Des
paroles aux ailes arrachées
La vérité de Jean Pérol [V, fin]
Un des intérêts de la poésie de Pérol réside ainsi dans le refus de l’homme de rendre sa mémoire. L’acceptation de disparaître ne s’inscrit en effet que tardivement, vers la fin des Ruines-mères, et encore le poème enregistre-t-il au premier vers : « l’errance a trop duré ». Là encore la mort agit en repoussoir. Celle-ci rehausse l’exaltation de la vie, malgré le tragique alentour. L’extrême tension est partout perceptible. La scansion des vers toujours nerveuse le laisse assez entendre. Pérol ne peut détacher son regard du sablier dont lui échappe la partie supérieure. La perte inexorable, quoiqu’elle fuie la lumière, ne le laisse pas en repos. Il se sent « entamé d’heures » au point de ne plus voir parfois que « l’éternel tombeau de l’univers ouvert ». Ou bien il observe : « nul ne sent qu’il est la cible / que le temps suit en tireur ». Il se juge au plus près : un « infime passager » de notre éternité. Comment alors, meurtri dans son passé, borné dans son présent, en exil quelquefois dans sa propre peau, l’avenir sous la faux, gagner la paix intérieure ? « La paix, c’est la sagesse […] mais la sagesse, c’est une démission » écrit-il dans Le Cœur véhément où il condamne également l’absolu. C’est un faux, écrit-il encore. Il en appelle cependant « à sauver : la saveur d’être au monde ». L’élégie chez Pérol, qui adoucit le poème, atteint des sommets. Qu’il interpelle la mère par-delà les mers ou la dalle du tombeau, qu’il ressuscite l’enfance et l’odeur du pain frais, il n’en garde pas moins les yeux ouverts : « La vie, c’est le tuer. La plante un peu plus haute prend le soleil à la plus basse. »

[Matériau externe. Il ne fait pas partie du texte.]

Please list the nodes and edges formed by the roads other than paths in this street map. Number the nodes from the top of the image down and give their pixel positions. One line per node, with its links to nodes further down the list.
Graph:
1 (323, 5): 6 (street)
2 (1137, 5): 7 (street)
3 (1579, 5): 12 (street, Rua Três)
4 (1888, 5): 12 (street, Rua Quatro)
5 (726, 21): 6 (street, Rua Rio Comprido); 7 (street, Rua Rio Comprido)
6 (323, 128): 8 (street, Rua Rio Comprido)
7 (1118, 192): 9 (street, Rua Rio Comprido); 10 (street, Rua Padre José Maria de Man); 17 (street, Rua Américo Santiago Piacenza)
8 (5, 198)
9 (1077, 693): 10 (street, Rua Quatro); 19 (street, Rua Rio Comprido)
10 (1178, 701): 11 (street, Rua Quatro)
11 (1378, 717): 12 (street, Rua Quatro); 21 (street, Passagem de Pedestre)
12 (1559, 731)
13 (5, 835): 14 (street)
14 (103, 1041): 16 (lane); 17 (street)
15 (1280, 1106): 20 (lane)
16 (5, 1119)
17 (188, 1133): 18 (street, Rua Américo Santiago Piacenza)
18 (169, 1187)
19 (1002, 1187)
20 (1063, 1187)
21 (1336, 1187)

Rarement une perception si aiguë de la mort aura rendu une œuvre aussi vivante. Ce poème d’Asile exil en sa perfection la donnera peut-être à aimer sans plus attendre.
Ce que j’attends de toi c’est
l’attention constante
la très extrême et orientale
fidélité à l’homme fixe
la musique inétouffable sous la
neige du temps mort
le combat pour mes mots quand la mort gommera
ma présence soudain superflue sur les choses
ce que j’attends de toi c’est trahir l’érosion
ce que j’attends de toi c’est veiller dans tes
yeux
entendre dans ta bouche ma bouche qui leur parle
ce que j’attends de toi c’est l’attente
il faudra me porter tu sais
dans tes mains dans tes seins dans ton souffle et ton sang
encore encore un moment messieurs tous les bourreaux
et quand bien après moi tu tomberas enfin
nous tomberons ensemble.
Il y a là, dans cette savante écholalie que propose souvent la poésie de Pérol, comme si la voix se donnait en canon sous une voûte romane, une prière dans son rythme, presque dans son sang, une déclaration d’amour unique à laquelle peu d’humains sauraient résister. Pérol ne s’est pas délivré du saccage de son enfance. Pourtant certains de ses poèmes s’avèrent si beaux qu’ils auraient peut-être fait se jeter à genoux une poignée de S.S. Qui pourrait oublier qu’à la fin d’Un été mémorable Jeannot reçoit la poésie en héritage ? L’homme qui la lui remet est un rescapé des camps de la mort. Réciter, lui dit-il, fut sa résistance. Jean Pérol n’a pas trahi. Ses poèmes comme une houle lèvent la lumière.